Sea por las circunstancias de la producción, la precariedad, el gusto por la palabra o las tres cosas a la vez, lo cierto es que la primacía del texto, interpretado enérgicamente por actores casi siempre sobresalientes, es una constante no solo en los montajes de Cacace sino en normal el teatro independiente argentino. Se advierte también en Sombras, por supuesto, el espectáculo que ha presentado en Teatro a Mil la dramaturga y directora Romina Paula, otra creadora que despunta. La trama de la obra es sencilla: dos policías acuden y desbaratan el hogar de una pareja cuyo hijo ha desaparecido. Pero son extraordinarias las conversaciones entre los personajes, que además sirven a la autora para tocar temas como el hiperconsumismo, la represión policial, la homofobia y el acoso escolar.
Entre los programadores había además mucha expectación por conocer el último trabajo del chileno Guillermo Calderón, dramaturgo y director ya consolidado en la escena internacional, aparte de guionista habitual del cineasta Pablo Larraín. Presentó Vaca, un espectáculo de argumento esperpéntico que se desata cuando una joven recibe el encargo de cuidar una vaca durante una semana. Sus compatriotas de las compañías Bonobo y La-Resentida fueron también muy solicitados. Así como el creador indígena Tiziano Cruz, la uruguaya Tamara Cubas y el brasileño Antônio Araújo.

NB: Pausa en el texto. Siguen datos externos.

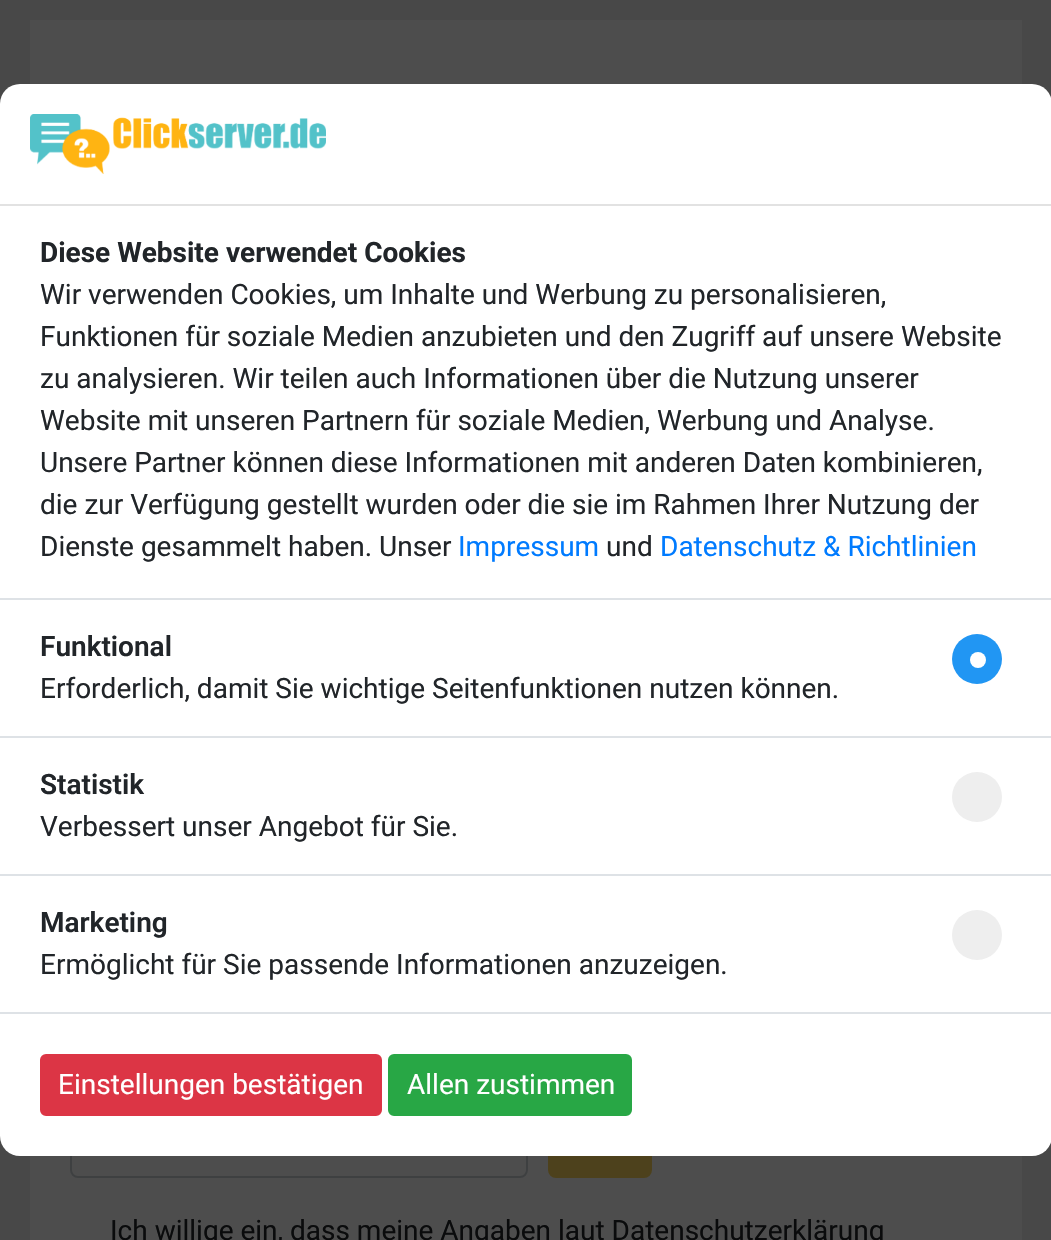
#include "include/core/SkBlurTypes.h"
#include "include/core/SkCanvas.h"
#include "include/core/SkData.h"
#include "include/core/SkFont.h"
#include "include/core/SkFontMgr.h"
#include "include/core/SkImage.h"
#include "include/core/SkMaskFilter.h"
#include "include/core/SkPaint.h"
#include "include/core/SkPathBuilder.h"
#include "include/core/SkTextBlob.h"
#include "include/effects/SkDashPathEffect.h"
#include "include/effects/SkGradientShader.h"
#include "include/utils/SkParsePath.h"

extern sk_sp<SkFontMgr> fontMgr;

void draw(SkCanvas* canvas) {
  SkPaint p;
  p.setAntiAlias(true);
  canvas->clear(SkColorSetRGB(72, 72, 72));
  p.setColor(SkColorSetRGB(77, 77, 77));
  canvas->drawRect(SkRect::MakeLTRB(30, 1156, 1022, 1240), p);
  p.setStyle(SkPaint::kStroke_Style);
  p.setStrokeWidth(2);
  p.setColor(SkColorSetRGB(62, 64, 65));
  canvas->drawRoundRect(SkRect::MakeLTRB(71, 1103, 527, 1177), 7, 7, p);
  p.setStyle(SkPaint::kFill_Style);
  p.setColor(SkColorSetRGB(77, 65, 28));
  canvas->drawRoundRect(SkRect::MakeLTRB(549, 1103, 651, 1177), 7, 7, p);
  p.setStyle(SkPaint::kStroke_Style);
  canvas->drawRoundRect(SkRect::MakeLTRB(549, 1103, 651, 1177), 7, 7, p);
  p.setStyle(SkPaint::kFill_Style);
  p.setColor(SK_ColorWHITE);
  canvas->drawRoundRect(SkRect::MakeLTRB(0, 84, 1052, 1156), 20, 20, p);
  p.setColor(SkColorSetRGB(226, 226, 226));
  canvas->drawRect(SkRect::MakeLTRB(0, 204, 1051, 206), p);
  canvas->drawImageRect(SkImages::DeferredFromEncodedData(SkData::MakeFromFileName("images/1.png")), SkRect::MakeLTRB(30, 114, 326, 174), SkSamplingOptions());
  p.setColor(SkColorSetRGB(222, 226, 230));
  canvas->drawRect(SkRect::MakeLTRB(0, 598, 1051, 600), p);
  canvas->drawRect(SkRect::MakeLTRB(0, 736, 1051, 738), p);
  p.setColor(SkColorSetRGB(33, 150, 243));
  canvas->drawCircle(977, 659, 25, p);
  p.setColor(SK_ColorWHITE);
  canvas->drawCircle(978, 660, 8, p);
  p.setColor(SkColorSetRGB(222, 226, 230));
  canvas->drawRect(SkRect::MakeLTRB(0, 874, 1051, 876), p);
  p.setColor(SkColorSetRGB(238, 238, 238));
  canvas->drawCircle(977, 797, 25, p);
  p.setColor(SkColorSetRGB(222, 226, 230));
  canvas->drawRect(SkRect::MakeLTRB(0, 1012, 1051, 1014), p);
  p.setColor(SkColorSetRGB(238, 238, 238));
  canvas->drawCircle(977, 935, 25, p);
  p.setColor(SkColorSetRGB(220, 53, 69));
  canvas->drawRoundRect(SkRect::MakeLTRB(41, 1055, 381, 1115), 5, 5, p);
  p.setStyle(SkPaint::kStroke_Style);
  canvas->drawRoundRect(SkRect::MakeLTRB(41, 1055, 381, 1115), 5, 5, p);
  p.setStyle(SkPaint::kFill_Style);
  p.setColor(SkColorSetRGB(40, 167, 69));
  canvas->drawRoundRect(SkRect::MakeLTRB(389, 1055, 631, 1115), 5, 5, p);
  p.setStyle(SkPaint::kStroke_Style);
  canvas->drawRoundRect(SkRect::MakeLTRB(389, 1055, 631, 1115), 5, 5, p);
  p.setStyle(SkPaint::kFill_Style);
  p.setColor(SkColorSetRGB(77, 77, 77));
  canvas->drawRect(SkRect::MakeLTRB(30, 20, 1022, 84), p);
  SkFont font1(fontMgr->matchFamilyStyle("Roboto", SkFontStyle::Bold()), 28);
  font1.setSubpixel(true);
  p.setColor(SkColorSetRGB(33, 37, 41));
  canvas->drawString("Diese Website verwendet Cookies", 40, 262, font1, p);
  SkFont font2(fontMgr->matchFamilyStyle("Roboto", SkFontStyle::Normal()), 28);
  font2.setSubpixel(true);
  canvas->drawString("Wir verwenden Cookies, um Inhalte und Werbung zu personalisieren,", 40, 304, font2, p);
  canvas->drawString("Funktionen für soziale Medien anzubieten und den Zugriff auf unsere Website", 40, 346, font2, p);
  canvas->drawString("zu analysieren. Wir teilen auch Informationen über die Nutzung unserer", 40, 388, font2, p);
  canvas->drawString("Website mit unseren Partnern für soziale Medien, Werbung und Analyse.", 40, 430, font2, p);
  canvas->drawString("Unsere Partner können diese Informationen mit anderen Daten kombinieren,", 40, 472, font2, p);
  canvas->drawString("die zur Verfügung gestellt wurden oder die sie im Rahmen Ihrer Nutzung der", 40, 514, font2, p);
  canvas->drawString("Dienste gesammelt haben. Unser", 40, 556, font2, p);
  p.setColor(SkColorSetRGB(0, 123, 255));
  canvas->drawString("Impressum", 458, 556, font2, p);
  p.setColor(SkColorSetRGB(33, 37, 41));
  canvas->drawString("und", 606, 556, font2, p);
  p.setColor(SkColorSetRGB(0, 123, 255));
  canvas->drawString("Datenschutz & Richtlinien", 660, 556, font2, p);
  SkFont font3(fontMgr->matchFamilyStyle("Roboto", SkFontStyle(600, SkFontStyle::kNormal_Width, SkFontStyle::kUpright_Slant)), 28);
  font3.setSubpixel(true);
  p.setColor(SkColorSetRGB(33, 37, 41));
  canvas->drawString("Funktional", 40, 656, font3, p);
  canvas->drawString("Erforderlich, damit Sie wichtige Seitenfunktionen nutzen können.", 40, 698, font2, p);
  canvas->drawString("Statistik", 40, 794, font3, p);
  canvas->drawString("Verbessert unser Angebot für Sie.", 40, 836, font2, p);
  canvas->drawString("Marketing", 40, 932, font3, p);
  canvas->drawString("Ermöglicht für Sie passende Informationen anzuzeigen.", 40, 974, font2, p);
  p.setColor(SK_ColorWHITE);
  canvas->drawString("Einstellungen bestätigen", 58, 1094, font2, p);
  canvas->drawString("Allen zustimmen", 407, 1094, font2, p);
  p.setColor(SkColorSetRGB(10, 11, 12));
  canvas->drawString("Ich willige ein, dass meine Angaben laut Datenschutzerklärung", 110, 1240, font2, p);
}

La semana dedicada a los programadores internacionales terminó, pero Teatro a Mil continúa hasta el domingo. Porque la cita no se concibe solo para los profesionales, sino sobre todo para el público. Se exhibe teatro latinoamericano, pero también supone para los chilenos una ventana a las artes escénicas de otros continentes, a la que se han asomado creadores de la talla de Pina Bausch, Peter Brook, Thomas Ostermeier, Romeo Castellucci o Ivo van Hove. Nació en 1994 tras la caída de Pinochet y ha crecido a la par que la democracia en el país, como uno de sus más prósperos símbolos de libertad.